Arthur Weinstein, MD, FACP, FRCP, MACR
Former Chief of the Division of Rheumatology, Rheumatology Fellowship Program Director and Associate Chairman of the Department of Medicine (Research) at the Washington Hospital Center
Clinical Professor Emeritus of Medicine (Rheumatology Division), Georgetown University
Clinical Professor of Medicine (Rheumatology Division), Loma Linda University
My ongoing donations and legacy donation are a thank you to the Rheumatology Research Foundation for helping me and my rheumatology program in the past and for keeping its mission focused on training and research to improve patient care.
The Rheumatology Research Foundation, through its support of fellowship training and junior and mid-level faculty research and innovative research studies, provides critical funding for a specialty that is so important to so many patients. Rheumatology has had to compete for funding in academic departments with high profile specialties such as cardiology and cancer. Foundation funding has helped to level the playing field. Many of my colleagues in other cognitive specialties, such as nephrology and endocrinology, so admired the ongoing financial support we received from the Foundation. Ultimately the patients benefit from a constant stream of high-quality trainees who become superb clinical rheumatologists and from the advances in basic and clinical research.

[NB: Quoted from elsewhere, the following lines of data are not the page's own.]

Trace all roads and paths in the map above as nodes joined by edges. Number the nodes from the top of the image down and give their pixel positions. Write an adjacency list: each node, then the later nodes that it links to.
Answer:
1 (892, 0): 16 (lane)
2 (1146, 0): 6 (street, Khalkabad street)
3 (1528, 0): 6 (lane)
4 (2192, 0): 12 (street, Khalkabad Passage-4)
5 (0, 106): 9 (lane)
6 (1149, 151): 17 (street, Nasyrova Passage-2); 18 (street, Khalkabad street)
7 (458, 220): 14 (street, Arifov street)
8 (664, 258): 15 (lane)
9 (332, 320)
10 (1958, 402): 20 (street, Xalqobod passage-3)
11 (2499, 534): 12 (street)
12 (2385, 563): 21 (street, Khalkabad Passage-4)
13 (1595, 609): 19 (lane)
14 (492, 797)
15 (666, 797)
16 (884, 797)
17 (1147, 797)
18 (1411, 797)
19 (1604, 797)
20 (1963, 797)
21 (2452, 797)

When the Foundation came on the scene in the mid ’80s, many rheumatology programs were in dire straits. There were fewer fellow applicants, and many programs were suffering financially and could not afford to maintain their fellowship programs. As a consequence, some programs were merging with others, and some were discontinuing their training programs altogether. Of course, this translated to fewer practicing rheumatologists in the years that followed. The Foundation helped to reverse that course by providing training programs with salary support for both clinical research fellows and junior faculty pursuing research careers. My program, like others, benefitted directly, and by the late ’90s, we were able to expand substantially.

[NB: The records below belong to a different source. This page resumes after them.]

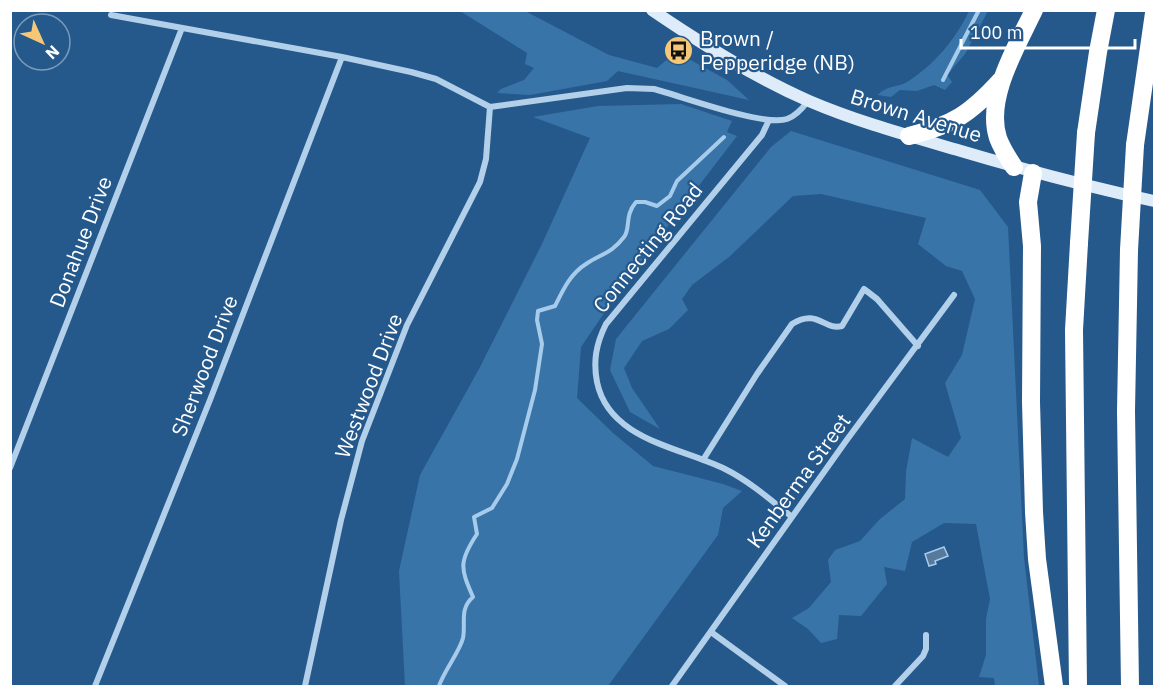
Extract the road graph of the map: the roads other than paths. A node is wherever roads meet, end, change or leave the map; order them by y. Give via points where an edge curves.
1 (652, 10) edge
2 (1034, 10) edge
3 (1106, 10) edge
4 (1155, 13) edge
5 (111, 15) dead end
6 (182, 28) junction
7 (342, 57) junction
8 (1001, 80) junction
9 (808, 100) junction
10 (490, 107) junction
11 (769, 120) junction
12 (909, 136) junction
13 (1014, 167) junction
14 (1033, 172) junction
15 (1155, 201) edge
16 (954, 295) dead end
17 (918, 346) junction
18 (703, 460) junction
19 (10, 468) edge
20 (792, 517) junction
21 (711, 632) junction
22 (926, 634) dead end
23 (95, 687) edge
24 (305, 687) edge
25 (672, 687) edge
26 (785, 687) edge
27 (896, 687) edge
28 (1054, 687) edge
29 (1078, 687) edge
30 (1130, 687) edge

1 - 9 main road, Brown Avenue via 740,66
2 - 8 highway
3 - 29 highway, bridge via 1086,133 1074,330
4 - 30 highway, bridge via 1135,145 1129,250 1126,411
5 - 6 street
6 - 7 street
6 - 19 street, Donahue Drive
7 - 10 street via 436,79
7 - 23 street, Sherwood Drive
8 - 12 highway via 966,114 946,125
8 - 13 highway via 996,127 1002,148
9 - 11 street via 785,120
9 - 12 main road, Brown Avenue
10 - 11 street via 641,88
10 - 24 street, Westwood Drive via 480,182 407,325 362,441
11 - 18 street, Connecting Road via 762,135 616,311 596,349 598,385 615,417 637,433
12 - 13 main road, Brown Avenue
13 - 14 main road, Brown Avenue
14 - 15 main road, Brown Avenue
14 - 28 highway via 1028,202 1032,246 1034,512
16 - 17 street, Kenberma Street
17 - 18 street via 864,289 842,326 834,327 816,318 798,320 757,374
17 - 20 street, Kenberma Street
18 - 20 street, Connecting Road via 750,484
20 - 21 street, Kenberma Street
21 - 25 street, Kenberma Street
21 - 26 street
22 - 27 street via 923,656

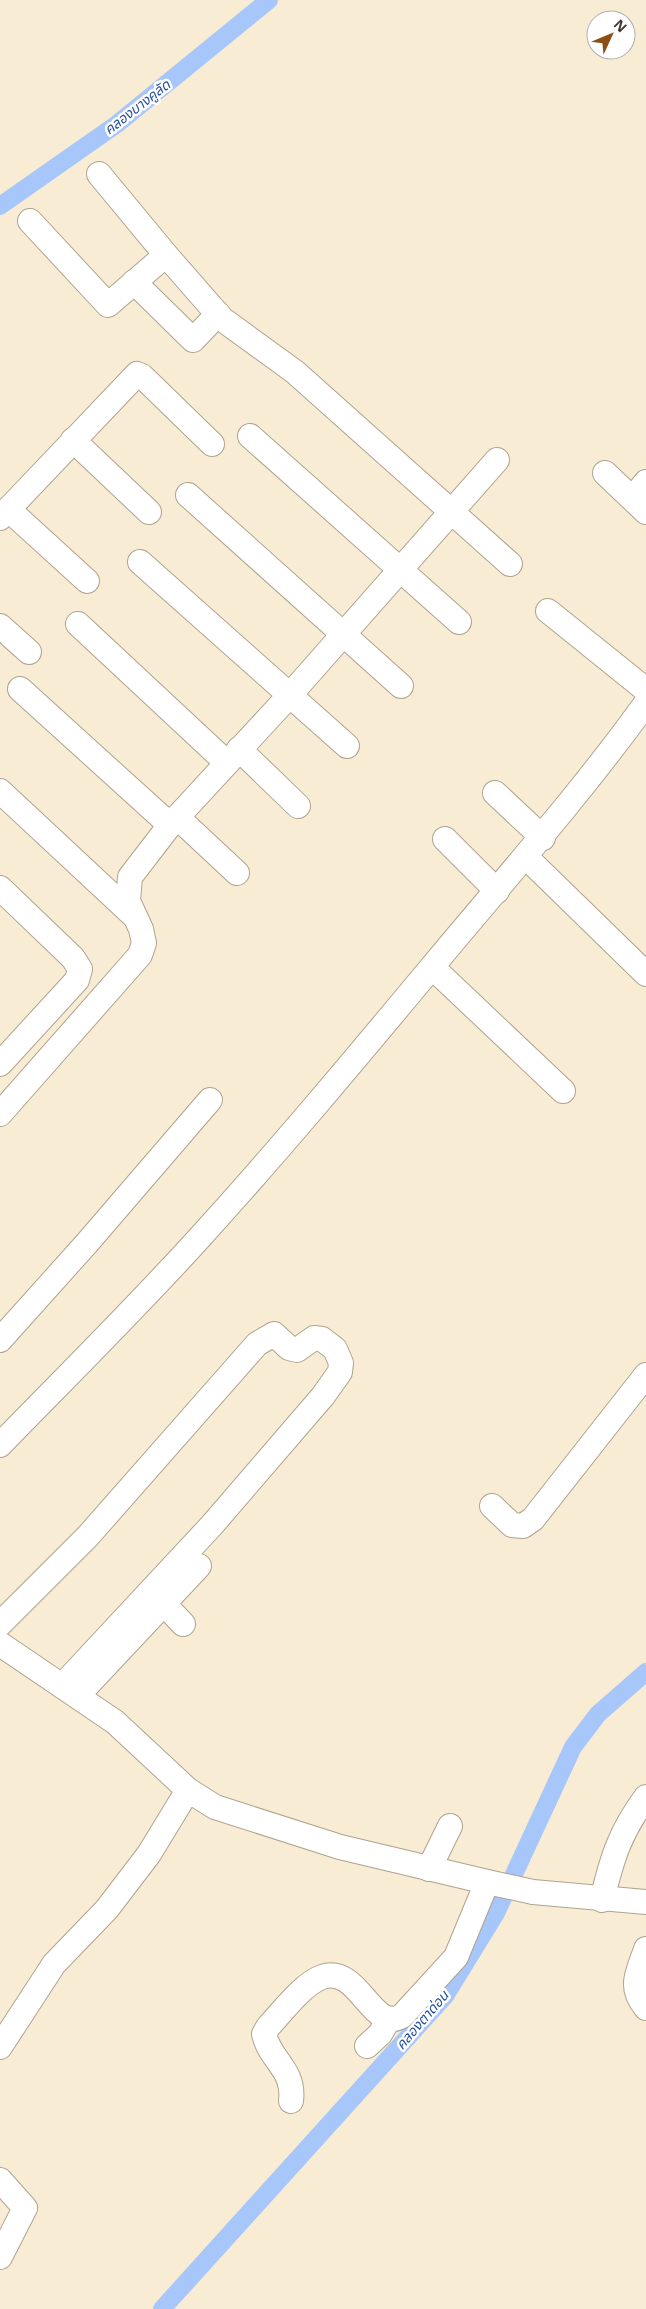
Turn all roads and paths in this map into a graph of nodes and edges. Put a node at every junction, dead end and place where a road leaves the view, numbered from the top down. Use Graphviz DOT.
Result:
graph roads {
  1 [pos="100,174"];
  2 [pos="30,221"];
  3 [pos="166,255"];
  4 [pos="134,282"];
  5 [pos="218,314"];
  6 [pos="250,436"];
  7 [pos="73,440"];
  8 [pos="212,444"];
  9 [pos="496,460"];
  10 [pos="605,473"];
  11 [pos="188,495"];
  12 [pos="642,497"];
  13 [pos="148,512"];
  14 [pos="452,512"];
  15 [pos="4,514"];
  16 [pos="140,562"];
  17 [pos="510,564"];
  18 [pos="400,570"];
  19 [pos="87,581"];
  20 [pos="548,611"];
  21 [pos="460,622"];
  22 [pos="78,624"];
  23 [pos="0,626"];
  24 [pos="342,635"];
  25 [pos="29,652"];
  26 [pos="401,686"];
  27 [pos="20,689"];
  28 [pos="646,690"];
  29 [pos="290,696"];
  30 [pos="646,704"];
  31 [pos="348,746"];
  32 [pos="233,756"];
  33 [pos="0,791"];
  34 [pos="495,793"];
  35 [pos="298,806"];
  36 [pos="174,821"];
  37 [pos="543,838"];
  38 [pos="445,839"];
  39 [pos="526,857"];
  40 [pos="237,873"];
  41 [pos="0,888"];
  42 [pos="497,891"];
  43 [pos="133,915"];
  44 [pos="432,967"];
  45 [pos="646,974"];
  46 [pos="0,1064"];
  47 [pos="563,1091"];
  48 [pos="210,1100"];
  49 [pos="0,1114"];
  50 [pos="0,1340"];
  51 [pos="646,1375"];
  52 [pos="0,1445"];
  53 [pos="492,1506"];
  54 [pos="199,1566"];
  55 [pos="164,1604"];
  56 [pos="0,1624"];
  57 [pos="183,1624"];
  58 [pos="0,1644"];
  59 [pos="70,1691"];
  60 [pos="188,1790"];
  61 [pos="646,1797"];
  62 [pos="450,1826"];
  63 [pos="429,1869"];
  64 [pos="492,1883"];
  65 [pos="602,1900"];
  66 [pos="646,1902"];
  67 [pos="646,1949"];
  68 [pos="646,2008"];
  69 [pos="389,2019"];
  70 [pos="367,2046"];
  71 [pos="0,2047"];
  72 [pos="291,2101"];
  73 [pos="0,2180"];
  74 [pos="0,2257"];
  1 -- 3 [label="street"];
  2 -- 4 [label="street"];
  3 -- 4 [label="street"];
  3 -- 5 [label="street"];
  4 -- 5 [label="street"];
  5 -- 14 [label="street"];
  6 -- 18 [label="street"];
  7 -- 8 [label="street"];
  7 -- 13 [label="street"];
  7 -- 15 [label="street"];
  9 -- 14 [label="street"];
  10 -- 12 [label="street"];
  11 -- 24 [label="street"];
  14 -- 17 [label="street"];
  14 -- 18 [label="street"];
  15 -- 19 [label="street"];
  16 -- 29 [label="street"];
  18 -- 21 [label="street"];
  18 -- 24 [label="street"];
  20 -- 28 [label="street"];
  22 -- 32 [label="street"];
  23 -- 25 [label="street"];
  24 -- 26 [label="street"];
  24 -- 29 [label="street"];
  27 -- 36 [label="street"];
  29 -- 31 [label="street"];
  29 -- 32 [label="street"];
  30 -- 37 [label="street"];
  32 -- 35 [label="street"];
  32 -- 36 [label="street"];
  33 -- 43 [label="street"];
  34 -- 37 [label="street"];
  36 -- 40 [label="street"];
  36 -- 43 [label="street"];
  37 -- 39 [label="street"];
  38 -- 42 [label="street"];
  39 -- 42 [label="street"];
  39 -- 45 [label="street"];
  41 -- 46 [label="street"];
  42 -- 44 [label="street"];
  43 -- 49 [label="street"];
  44 -- 47 [label="street"];
  44 -- 52 [label="street"];
  48 -- 50 [label="street"];
  51 -- 53 [label="street"];
  54 -- 55 [label="street"];
  55 -- 57 [label="street"];
  55 -- 59 [label="street"];
  56 -- 59 [label="street"];
  58 -- 59 [label="street"];
  59 -- 60 [label="street"];
  60 -- 63 [label="street"];
  60 -- 71 [label="street"];
  61 -- 65 [label="street"];
  62 -- 63 [label="street"];
  63 -- 64 [label="street"];
  64 -- 65 [label="street"];
  64 -- 69 [label="street"];
  65 -- 66 [label="street"];
  67 -- 68 [label="street"];
  69 -- 70 [label="street"];
  69 -- 72 [label="street"];
  73 -- 74 [label="street"];
}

Furthermore, for several reasons, there was a turnaround in interest in rheumatology as a career, and Fellowship programs were then able to accommodate increased numbers of excellent applicants. Most of my former fellows are practicing rheumatologists, and some have academic careers of their own and are training the next generation of rheumatologists.
In these ways, the Foundation’s support of training programs is leaving a lasting legacy to patients, so it behooves me to leave a legacy gift to the Rheumatology Research Foundation to help continue this mission.